Of course, this is where DC has made a mistake in that plenty of fans are going to consider paying for the service entirely for the comics library! For comics readers, it’s the TV and movies that are the nice bonus, not the other way around.
As it stands, DC Universe is the third best (legal) way to read digital DC Comics. Hoopla is still easily the GOAT, and Comixology Unlimited is the new number two. That’s kind of nuts. I really can’t explain why any business would allow ostensible competitors to so overwhelmingly demolish their own offering.

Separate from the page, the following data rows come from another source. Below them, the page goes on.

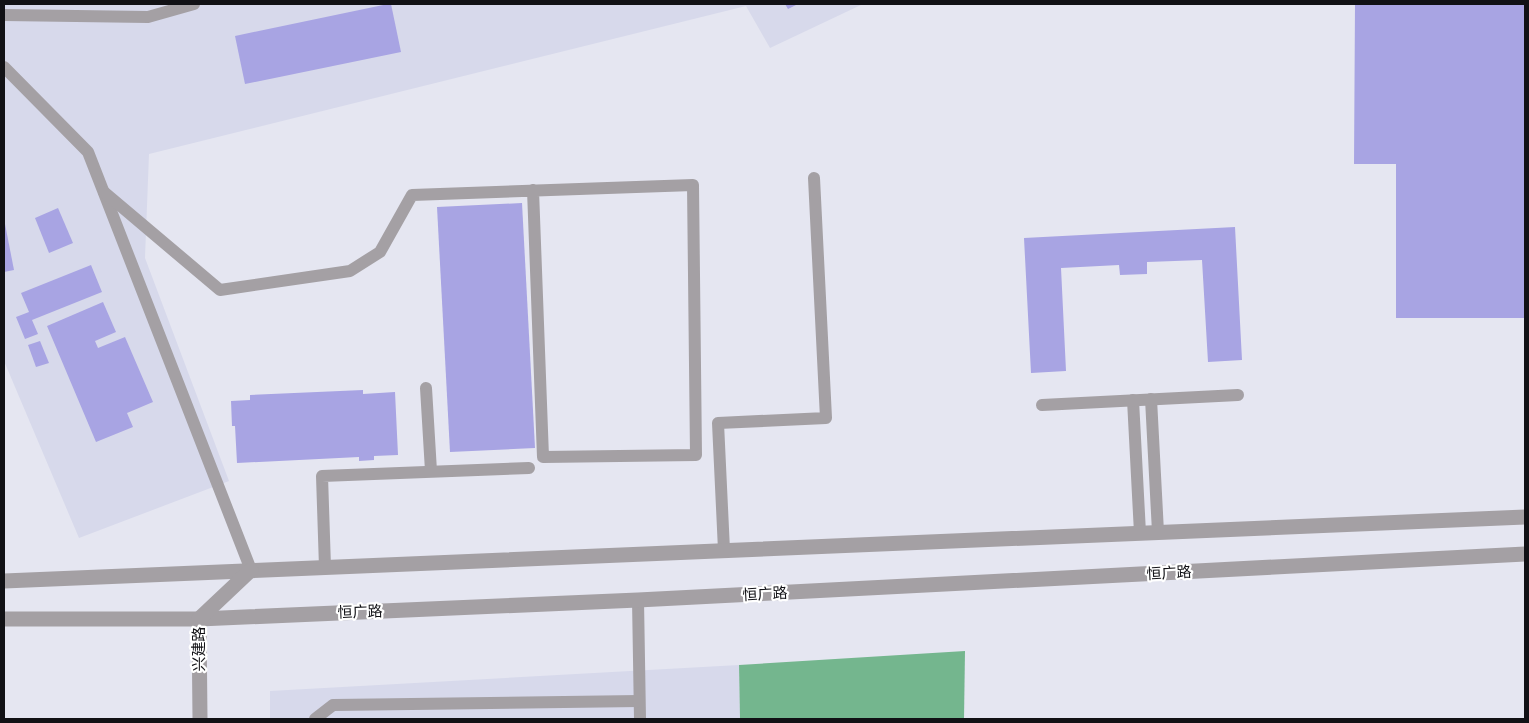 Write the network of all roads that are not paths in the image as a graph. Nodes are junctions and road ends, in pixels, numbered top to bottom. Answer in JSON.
{"nodes":[{"id":1,"x":194,"y":4,"type":"edge"},
{"id":2,"x":4,"y":15,"type":"edge"},
{"id":3,"x":4,"y":67,"type":"edge"},
{"id":4,"x":814,"y":178,"type":"dead end"},
{"id":5,"x":533,"y":190,"type":"junction"},
{"id":6,"x":104,"y":192,"type":"junction"},
{"id":7,"x":426,"y":388,"type":"dead end"},
{"id":8,"x":1238,"y":395,"type":"dead end"},
{"id":9,"x":1133,"y":400,"type":"junction"},
{"id":10,"x":1151,"y":400,"type":"junction"},
{"id":11,"x":1042,"y":405,"type":"dead end"},
{"id":12,"x":530,"y":468,"type":"dead end"},
{"id":13,"x":432,"y":471,"type":"junction"},
{"id":14,"x":1525,"y":517,"type":"edge"},
{"id":15,"x":1158,"y":532,"type":"junction"},
{"id":16,"x":1140,"y":533,"type":"junction"},
{"id":17,"x":724,"y":550,"type":"junction"},
{"id":18,"x":1525,"y":554,"type":"edge"},
{"id":19,"x":325,"y":567,"type":"junction"},
{"id":20,"x":250,"y":570,"type":"junction"},
{"id":21,"x":4,"y":580,"type":"edge"},
{"id":22,"x":638,"y":600,"type":"junction"},
{"id":23,"x":4,"y":619,"type":"edge"},
{"id":24,"x":199,"y":619,"type":"junction"},
{"id":25,"x":640,"y":701,"type":"junction"},
{"id":26,"x":200,"y":719,"type":"edge"},
{"id":27,"x":315,"y":719,"type":"edge"},
{"id":28,"x":640,"y":719,"type":"edge"}],
"edges":[{"from":1,"to":2,"type":"lane"},
{"from":3,"to":6,"type":"lane"},
{"from":4,"to":17,"type":"lane"},
{"from":5,"to":5,"type":"lane"},
{"from":5,"to":6,"type":"lane"},
{"from":6,"to":20,"type":"lane"},
{"from":7,"to":13,"type":"lane"},
{"from":8,"to":10,"type":"lane"},
{"from":9,"to":10,"type":"lane"},
{"from":9,"to":11,"type":"lane"},
{"from":9,"to":16,"type":"lane"},
{"from":10,"to":15,"type":"lane"},
{"from":12,"to":13,"type":"lane"},
{"from":13,"to":19,"type":"lane"},
{"from":14,"to":15,"type":"street"},
{"from":15,"to":16,"type":"street"},
{"from":16,"to":17,"type":"street"},
{"from":17,"to":19,"type":"street"},
{"from":18,"to":22,"type":"street","name":"恒广路"},
{"from":19,"to":20,"type":"street"},
{"from":20,"to":21,"type":"street"},
{"from":20,"to":24,"type":"street","name":"兴建路"},
{"from":22,"to":24,"type":"street","name":"恒广路"},
{"from":22,"to":25,"type":"lane"},
{"from":23,"to":24,"type":"street","name":"恒广路"},
{"from":24,"to":26,"type":"street","name":"兴建路"},
{"from":25,"to":27,"type":"lane"},
{"from":25,"to":28,"type":"lane"}]} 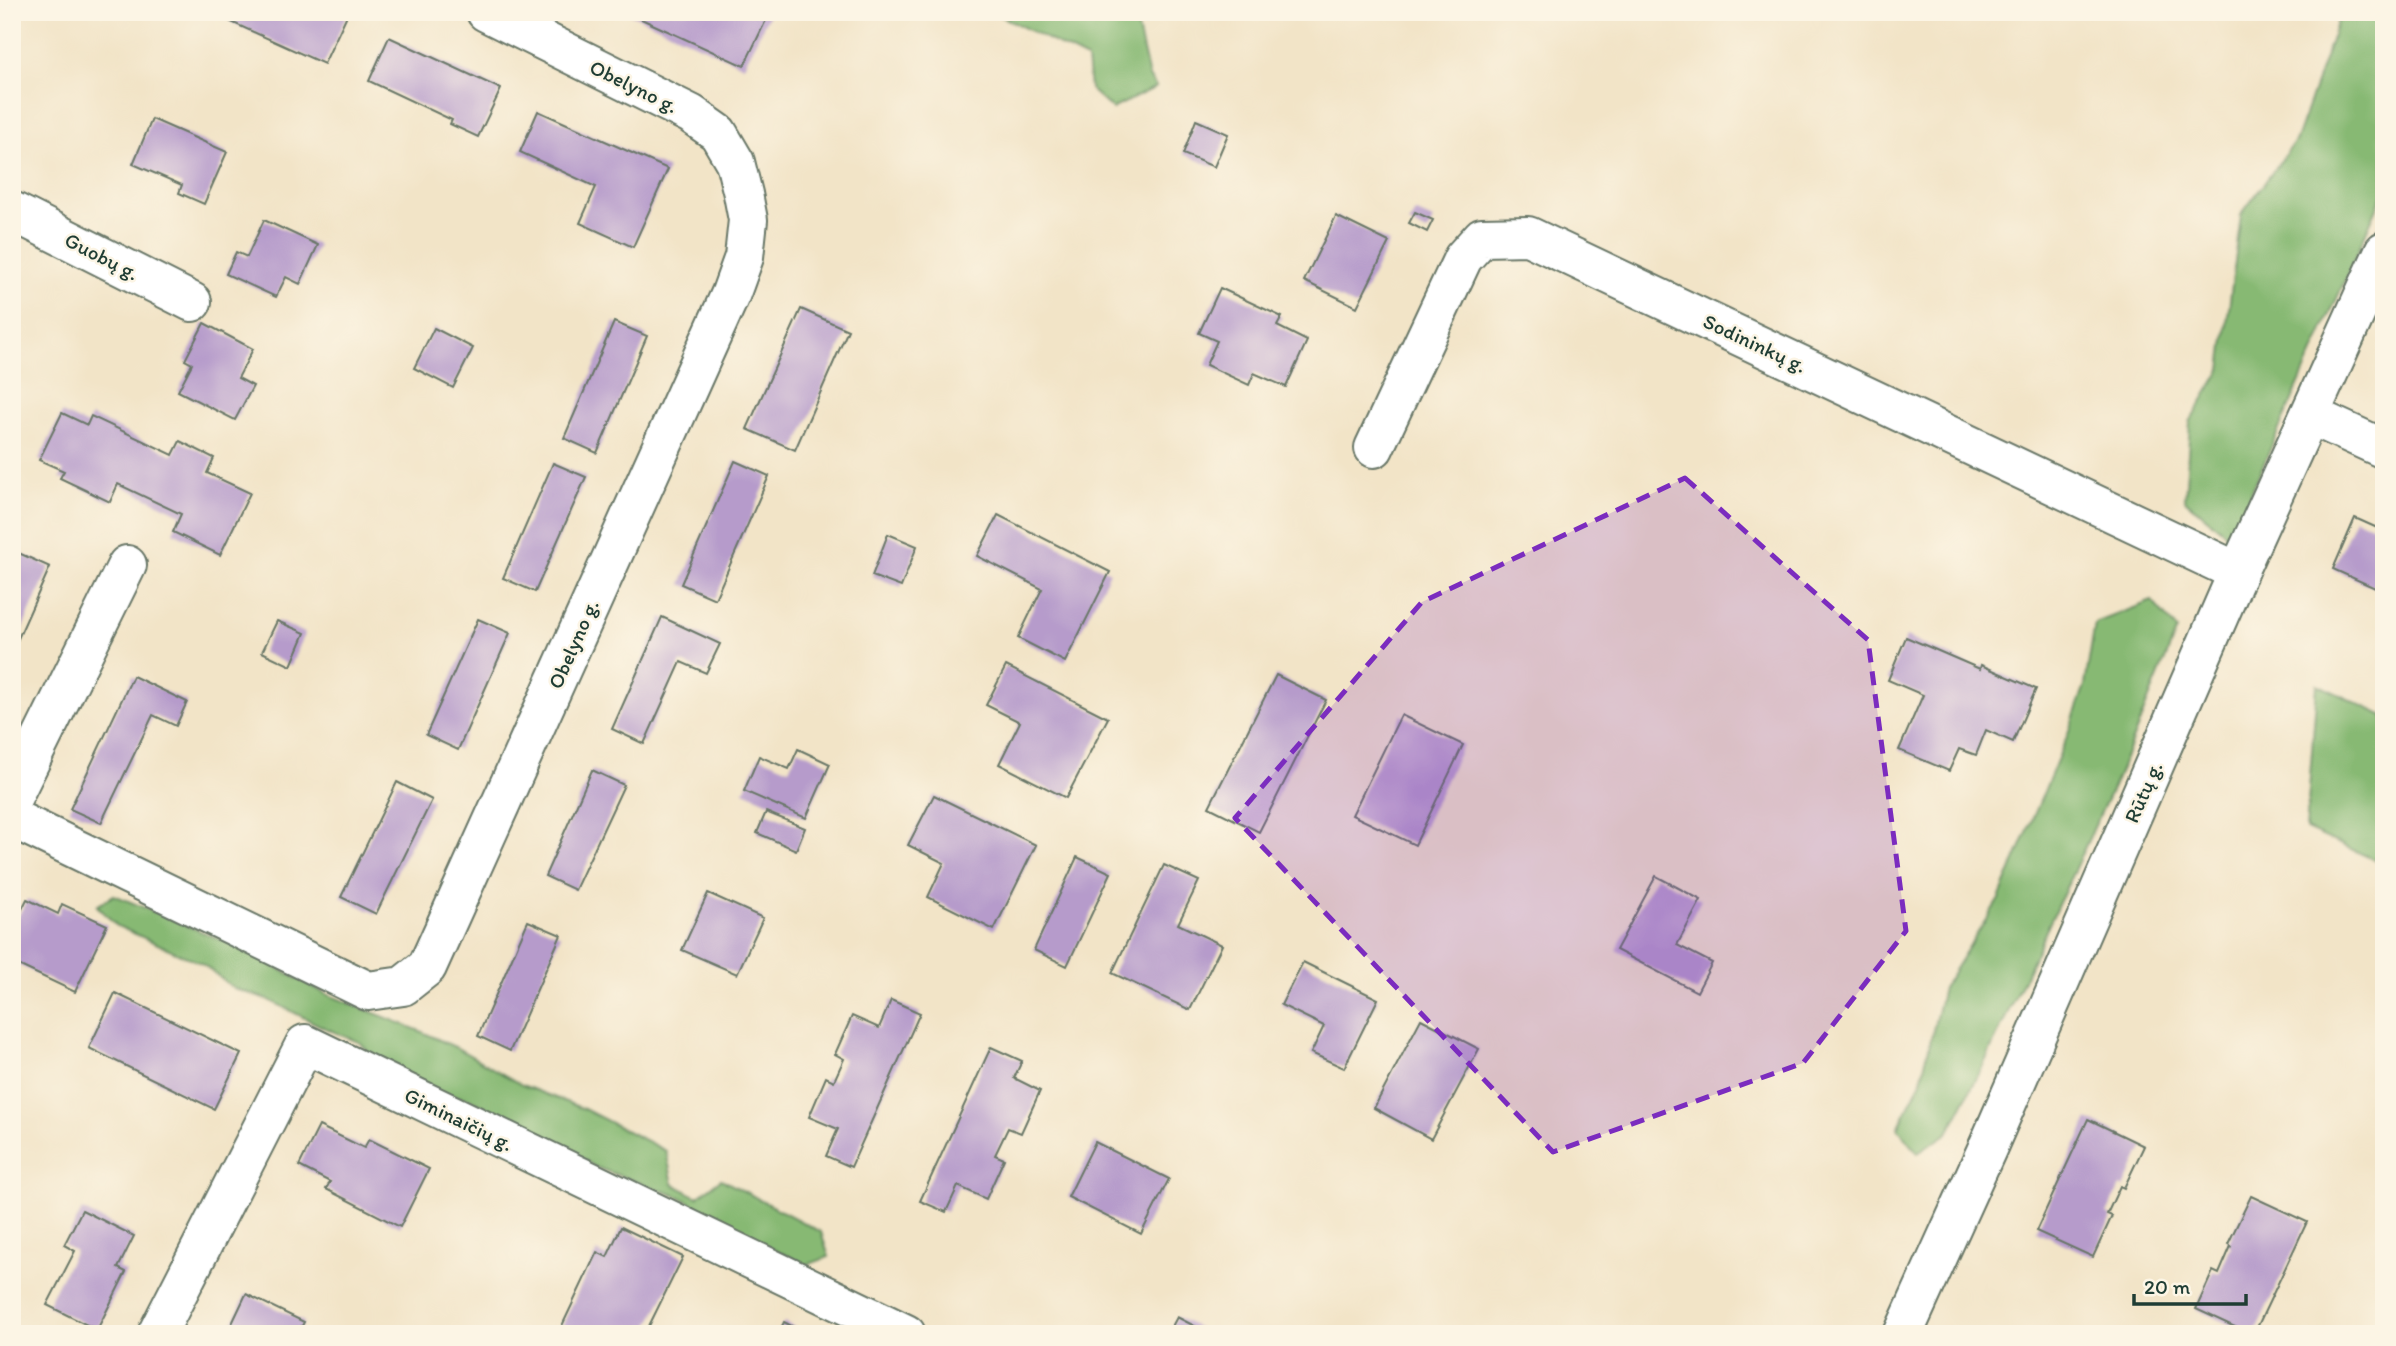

The reason I think Marvel’s “be everywhere” strategy makes sense is because no matter what, Marvel Unlimited is still so deliciously comprehensive nothing else compares. DC’s adopting a “be everywhere” strategy which actually makes their home base look worse.
As for what this means for Comixology Unlimited, it’s a huge win. After a positive first impression, I haven’t had much need for the platform due to some combination of pre-existing subscriptions, time, and money. I’ve also been tooting the horn for Hoopla’s comics offering so loudly that Comixology simply pales in comparison. Anything paid is tough to beat the joyous “freedom” of libraries.
That said, I’ve been hearing from more and more readers about Hoopla not being available in their region, or about very limited available checkouts. In cases like these, Comixology Unlimited may make a lot of sense. It doesn’t offer the “full run” wonder of Marvel Unlimited, but you can tip your toes into so many great trades, across a very wide variety. Plus with a 30 day free trial, exploring any curiosity is too easy to ignore.
LOVE OF THE WEEK
I’ve finally caught up on The End of the F***king World on Netflix this month, and while I think it’s a fantastic series (with a glorious ~20 minute run time!), I might be even more into the soundtrack.
You can check out the collected playlist on Spotify (thanks to user “jonaent”). All in all it’s a beautiful smorgasbord of old soul, early punk, sorrowful romance, and an original score by Blur’s Graham Coxon!